Ref: https://cyber-defense.sans.org/blog/2010/02/11/powershell-byte-array-hex-convert
ref this takes to long and I dont need 'secure' delete just /dev/null to file and delete ( prevent most data recovery tools ) : https://gallery.technet.microsoft.com/scriptcenter/Secure-File-Remove-by-110adb68

function wow1
{

[CmdletBinding()] Param (
[Parameter(Mandatory = $True, ValueFromPipeline = $True)] $Path )

$bytes = (Get-Item $Path).length

$myArray = ,0 * $bytes
[io.file]::WriteAllBytes($Path,$myArray)

write-host $Path.FullName

#Remove-Item $Path

}

#iex 'echo A > c:\delete\_OLD\txt.txt'
Get-ChildItem c:\delete\_OLD\ -Force -Recurse -Include * -File | wow1

May 10, 2018 at 6:30 pm

Why not just call the built-n Windows cipher.exe a try. Just shell out to it from your script. AV will not scream about this cipher.exe use.
It's in every version of Windows, since WinXP.
'support.microsoft.com/en-us/help/814599/how-to-use-cipher-exe-to-overwrite-deleted-data-in-windows-server-2003'

May 10, 2018 at 8:48 pm

Interesting! not sure this will work I don't want to wait 9h ours to delete one file 🙂 It looks like I can crypt the files I want to delete and then run that command but I think that will takt 2x's as long to crypt and then secure delete the file. I am just trying to quickly write 0's to the files.

Trying to rewrite my quickclean and quickkill with just powershell and https://github.com/MoscaDotTo/Winapp2

I see some of your point :

"With modern solid-state drives, the drive's firmware scatters a file's data across the drive.
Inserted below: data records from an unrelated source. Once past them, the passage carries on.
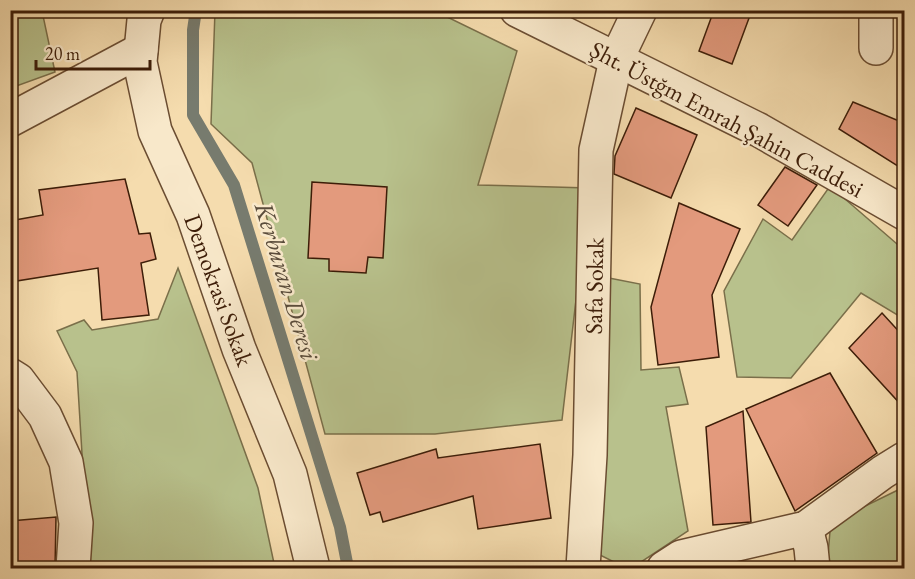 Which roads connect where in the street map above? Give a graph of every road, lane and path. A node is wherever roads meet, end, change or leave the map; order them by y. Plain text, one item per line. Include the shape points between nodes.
1 (148, 10) edge
2 (517, 10) edge
3 (640, 10) edge
4 (876, 10) edge
5 (876, 48) dead end
6 (141, 50) junction
7 (616, 60) junction
8 (10, 120) edge
9 (904, 213) edge
10 (10, 375) edge
11 (904, 459) edge
12 (806, 528) junction
13 (72, 568) edge
14 (313, 568) edge
15 (583, 568) edge
16 (664, 568) edge
17 (813, 568) edge

1 - 6 street, Demokrasi Sokak
2 - 7 street, Şht. Üstğm Emrah Şahin Caddesi
3 - 7 street, Safa Sokak
4 - 5 street
6 - 8 street
6 - 14 street, Demokrasi Sokak via 140,62 155,131 193,215 239,349 290,474
7 - 9 street, Şht. Üstğm Emrah Şahin Caddesi via 759,130
7 - 15 street, Safa Sokak via 596,150 590,455
10 - 13 street via 45,416 66,462 75,523
11 - 12 street
12 - 16 street via 681,557
12 - 17 street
Deleting a file will result in a “TRIM” command being sent, and the SSD may eventually remove the data during garbage collection. A secure delete tool can tell an SSD to overwrite a file with junk data, but the SSD controls where that junk data is written to. The file will appear to be deleted, but its data may still be lurking around somewhere on the drive. Secure delete tools just don't work reliably with solid-state drives. (The conventional wisdom is that, with TRIM enabled, the SSD will automatically delete its data when you delete the file. This isn't necessarily true, and it's more complicated than that.)"

May 11, 2018 at 4:48 pm

You could use some .NET methods to do it. Here's an illustrative example script I threw together:

$File = New-TemporaryFile
"Hello, I am Steve" | Set-Content -Path $File.FullName
Write-Host "Testing file contents..."
Get-Content -Path $File.FullName

$Bytes = [System.IO.File]::ReadAllBytes($File.FullName)
$Bytes | % {"{0:X}" -f $_} | Out-Host

[byte[]] $ZeroBytes = 1..($Bytes.Length) | ForEach-Object {
    0x00000000
}

Write-Host "Overwriting file with zeroes..."

[System.IO.File]::WriteAllBytes($File.FullName, $ZeroBytes)
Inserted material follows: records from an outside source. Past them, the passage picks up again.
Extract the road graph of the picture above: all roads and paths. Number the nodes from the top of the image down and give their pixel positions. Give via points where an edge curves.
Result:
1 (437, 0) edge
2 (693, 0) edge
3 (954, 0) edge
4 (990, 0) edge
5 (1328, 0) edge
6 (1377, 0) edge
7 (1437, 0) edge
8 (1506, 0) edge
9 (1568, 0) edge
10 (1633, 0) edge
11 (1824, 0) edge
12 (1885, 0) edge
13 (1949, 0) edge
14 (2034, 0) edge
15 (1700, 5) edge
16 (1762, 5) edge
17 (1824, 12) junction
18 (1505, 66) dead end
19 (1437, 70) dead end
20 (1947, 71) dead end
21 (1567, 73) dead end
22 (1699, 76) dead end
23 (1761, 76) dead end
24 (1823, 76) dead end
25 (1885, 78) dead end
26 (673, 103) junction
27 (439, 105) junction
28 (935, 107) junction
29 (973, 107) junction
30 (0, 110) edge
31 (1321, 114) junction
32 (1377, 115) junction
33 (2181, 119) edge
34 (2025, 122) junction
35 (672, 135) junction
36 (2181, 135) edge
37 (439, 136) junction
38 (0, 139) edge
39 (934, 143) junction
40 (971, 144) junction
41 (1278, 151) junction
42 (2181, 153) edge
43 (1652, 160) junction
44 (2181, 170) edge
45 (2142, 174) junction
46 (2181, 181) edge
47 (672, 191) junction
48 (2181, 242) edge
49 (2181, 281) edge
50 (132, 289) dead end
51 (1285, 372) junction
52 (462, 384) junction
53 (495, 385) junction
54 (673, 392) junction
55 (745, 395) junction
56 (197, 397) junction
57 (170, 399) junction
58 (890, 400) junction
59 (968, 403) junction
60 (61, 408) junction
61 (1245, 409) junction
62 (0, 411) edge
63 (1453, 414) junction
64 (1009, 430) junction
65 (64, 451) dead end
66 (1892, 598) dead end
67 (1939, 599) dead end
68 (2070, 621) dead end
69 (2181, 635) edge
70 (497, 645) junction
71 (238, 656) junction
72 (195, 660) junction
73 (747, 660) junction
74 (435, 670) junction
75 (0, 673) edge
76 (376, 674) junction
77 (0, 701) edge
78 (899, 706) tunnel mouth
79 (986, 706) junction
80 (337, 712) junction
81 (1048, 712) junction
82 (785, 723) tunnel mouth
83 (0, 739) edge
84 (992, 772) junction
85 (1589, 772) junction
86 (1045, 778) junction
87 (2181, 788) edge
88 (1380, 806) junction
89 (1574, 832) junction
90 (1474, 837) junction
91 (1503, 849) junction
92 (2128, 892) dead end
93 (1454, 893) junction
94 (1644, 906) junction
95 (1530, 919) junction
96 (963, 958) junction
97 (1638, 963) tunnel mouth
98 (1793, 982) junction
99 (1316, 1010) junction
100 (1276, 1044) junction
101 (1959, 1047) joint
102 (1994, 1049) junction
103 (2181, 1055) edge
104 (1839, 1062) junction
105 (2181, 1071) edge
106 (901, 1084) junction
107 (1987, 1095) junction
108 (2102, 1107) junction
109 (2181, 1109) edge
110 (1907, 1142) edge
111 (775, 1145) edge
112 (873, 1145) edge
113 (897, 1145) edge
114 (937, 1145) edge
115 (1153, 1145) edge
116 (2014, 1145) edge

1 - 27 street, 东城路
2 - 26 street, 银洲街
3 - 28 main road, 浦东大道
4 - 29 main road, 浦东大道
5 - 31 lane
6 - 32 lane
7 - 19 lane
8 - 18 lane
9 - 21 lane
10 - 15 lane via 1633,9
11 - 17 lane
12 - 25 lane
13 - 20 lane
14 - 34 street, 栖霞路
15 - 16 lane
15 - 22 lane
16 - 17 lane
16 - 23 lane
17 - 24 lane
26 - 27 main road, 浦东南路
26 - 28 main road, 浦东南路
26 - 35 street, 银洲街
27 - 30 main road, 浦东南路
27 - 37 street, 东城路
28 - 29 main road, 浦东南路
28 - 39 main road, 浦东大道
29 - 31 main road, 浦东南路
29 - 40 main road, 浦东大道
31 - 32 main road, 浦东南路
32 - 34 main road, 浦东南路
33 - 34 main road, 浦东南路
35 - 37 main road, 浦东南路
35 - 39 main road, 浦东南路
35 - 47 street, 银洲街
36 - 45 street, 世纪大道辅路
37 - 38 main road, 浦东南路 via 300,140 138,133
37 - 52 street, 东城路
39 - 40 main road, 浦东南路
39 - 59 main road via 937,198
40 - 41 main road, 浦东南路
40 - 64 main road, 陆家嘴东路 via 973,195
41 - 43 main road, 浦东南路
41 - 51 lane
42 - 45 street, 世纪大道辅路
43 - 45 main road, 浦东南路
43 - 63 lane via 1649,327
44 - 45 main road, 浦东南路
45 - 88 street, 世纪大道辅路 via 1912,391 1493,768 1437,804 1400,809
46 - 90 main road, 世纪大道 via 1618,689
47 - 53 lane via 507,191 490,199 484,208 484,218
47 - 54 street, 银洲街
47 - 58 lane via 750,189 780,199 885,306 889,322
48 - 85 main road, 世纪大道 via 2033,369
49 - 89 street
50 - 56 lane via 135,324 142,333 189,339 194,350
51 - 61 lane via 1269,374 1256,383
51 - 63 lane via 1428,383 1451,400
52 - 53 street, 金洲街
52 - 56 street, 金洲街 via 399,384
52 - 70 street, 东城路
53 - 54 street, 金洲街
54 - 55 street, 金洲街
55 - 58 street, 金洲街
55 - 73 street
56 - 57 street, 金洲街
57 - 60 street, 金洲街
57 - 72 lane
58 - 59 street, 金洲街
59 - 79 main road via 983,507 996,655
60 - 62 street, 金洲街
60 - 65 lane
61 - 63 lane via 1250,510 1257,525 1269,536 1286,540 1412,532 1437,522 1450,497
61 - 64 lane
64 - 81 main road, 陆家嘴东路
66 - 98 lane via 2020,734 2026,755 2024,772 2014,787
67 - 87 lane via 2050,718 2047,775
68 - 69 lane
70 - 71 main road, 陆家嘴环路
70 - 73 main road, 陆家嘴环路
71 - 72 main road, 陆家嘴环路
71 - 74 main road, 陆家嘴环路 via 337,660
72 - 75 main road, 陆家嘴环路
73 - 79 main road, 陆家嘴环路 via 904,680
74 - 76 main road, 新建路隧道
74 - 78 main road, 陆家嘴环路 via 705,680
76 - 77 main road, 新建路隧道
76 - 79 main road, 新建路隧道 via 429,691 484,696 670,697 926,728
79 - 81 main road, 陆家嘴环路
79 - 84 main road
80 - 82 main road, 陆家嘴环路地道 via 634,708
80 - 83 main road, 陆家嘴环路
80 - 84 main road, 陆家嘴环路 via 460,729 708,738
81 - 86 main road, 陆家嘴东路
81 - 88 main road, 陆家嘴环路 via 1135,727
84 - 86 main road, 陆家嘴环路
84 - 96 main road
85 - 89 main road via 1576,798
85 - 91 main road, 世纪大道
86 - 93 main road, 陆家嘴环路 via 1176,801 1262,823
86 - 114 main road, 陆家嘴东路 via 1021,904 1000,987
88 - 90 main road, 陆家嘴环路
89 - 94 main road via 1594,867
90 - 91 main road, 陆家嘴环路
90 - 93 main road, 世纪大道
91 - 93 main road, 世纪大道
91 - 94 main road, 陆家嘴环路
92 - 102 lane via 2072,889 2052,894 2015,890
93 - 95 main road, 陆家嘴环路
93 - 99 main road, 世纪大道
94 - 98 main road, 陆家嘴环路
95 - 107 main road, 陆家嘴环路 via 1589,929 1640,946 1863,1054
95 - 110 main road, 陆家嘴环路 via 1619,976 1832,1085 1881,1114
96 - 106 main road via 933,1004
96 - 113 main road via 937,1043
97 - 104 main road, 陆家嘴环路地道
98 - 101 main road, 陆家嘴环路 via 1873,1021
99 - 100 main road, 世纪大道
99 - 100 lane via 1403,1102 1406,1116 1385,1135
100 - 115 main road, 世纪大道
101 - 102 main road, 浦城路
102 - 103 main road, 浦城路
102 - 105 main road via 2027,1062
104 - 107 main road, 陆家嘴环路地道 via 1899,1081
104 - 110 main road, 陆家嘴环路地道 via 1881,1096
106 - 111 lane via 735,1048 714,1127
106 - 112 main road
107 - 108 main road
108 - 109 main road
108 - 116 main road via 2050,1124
Write-Host "Checking file contents..."

[System.IO.File]::ReadAllBytes($File.FullName)
Get-Content $File.FullName

And the short version, in function form for easy use:

function Reset-FileBytes {
    [CmdletBinding(SupportsShouldProcess, ConfirmImpact = "Medium")]
    param(
        [Parameter(Position = 0, Mandatory, ValueFromPipeline, ValueFromPipelineByPropertyName)]
        [Alias('FullName', 'FilePath')]
        [ValidateScript({
            Test-Path -Path $_
        })]
        [string]
        $Path
    )
    process {
        Write-Verbose "File contents being overwritten:"
        Get-Content -Path $Path | Write-Verbose

        $ByteLength = [System.IO.File]::ReadAllBytes($Path).Length

        Write-Verbose "File length in bytes: $ByteLength"

        if ($PSCmdlet.ShouldProcess($Path, "Overwrite all bytes with zero-bytes.")) {
            [byte[]] $EmptyBytes = 1..$ByteLength | ForEach-Object {
                0x00000000
            }

            [System.IO.File]::WriteAllBytes($Path, $EmptyBytes)
        }

        Write-Verbose "File content should now be zero-bytes, displayed below:"
        [System.IO.File]::ReadAllBytes($Path) | Write-Verbose 
    }
}